■ **WHAT IS EXPECTED**
Hand back the entries below exactly.

■ **INFORMATION SUPPLIED**
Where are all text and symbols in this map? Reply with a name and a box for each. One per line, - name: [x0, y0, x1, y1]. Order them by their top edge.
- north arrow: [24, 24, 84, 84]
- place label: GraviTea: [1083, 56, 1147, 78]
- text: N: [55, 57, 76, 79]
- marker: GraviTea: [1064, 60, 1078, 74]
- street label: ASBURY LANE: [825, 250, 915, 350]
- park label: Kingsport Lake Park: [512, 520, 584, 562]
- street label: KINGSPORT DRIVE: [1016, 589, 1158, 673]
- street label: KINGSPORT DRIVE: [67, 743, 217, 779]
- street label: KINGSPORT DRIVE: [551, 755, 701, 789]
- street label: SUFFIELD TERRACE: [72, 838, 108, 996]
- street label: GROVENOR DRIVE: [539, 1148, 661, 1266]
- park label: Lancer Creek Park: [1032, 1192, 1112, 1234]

■ **SOLUTION**
Where are all text and symbols in this map? Reply with a name and a box for each. One per line, - name: [x0, y0, x1, y1]. Order them by their top edge.
- north arrow: [24, 24, 84, 84]
- place label: GraviTea: [1083, 56, 1147, 78]
- text: N: [55, 57, 76, 79]
- marker: GraviTea: [1064, 60, 1078, 74]
- street label: ASBURY LANE: [825, 250, 915, 350]
- park label: Kingsport Lake Park: [512, 520, 584, 562]
- street label: KINGSPORT DRIVE: [1016, 589, 1158, 673]
- street label: KINGSPORT DRIVE: [67, 743, 217, 779]
- street label: KINGSPORT DRIVE: [551, 755, 701, 789]
- street label: SUFFIELD TERRACE: [72, 838, 108, 996]
- street label: GROVENOR DRIVE: [539, 1148, 661, 1266]
- park label: Lancer Creek Park: [1032, 1192, 1112, 1234]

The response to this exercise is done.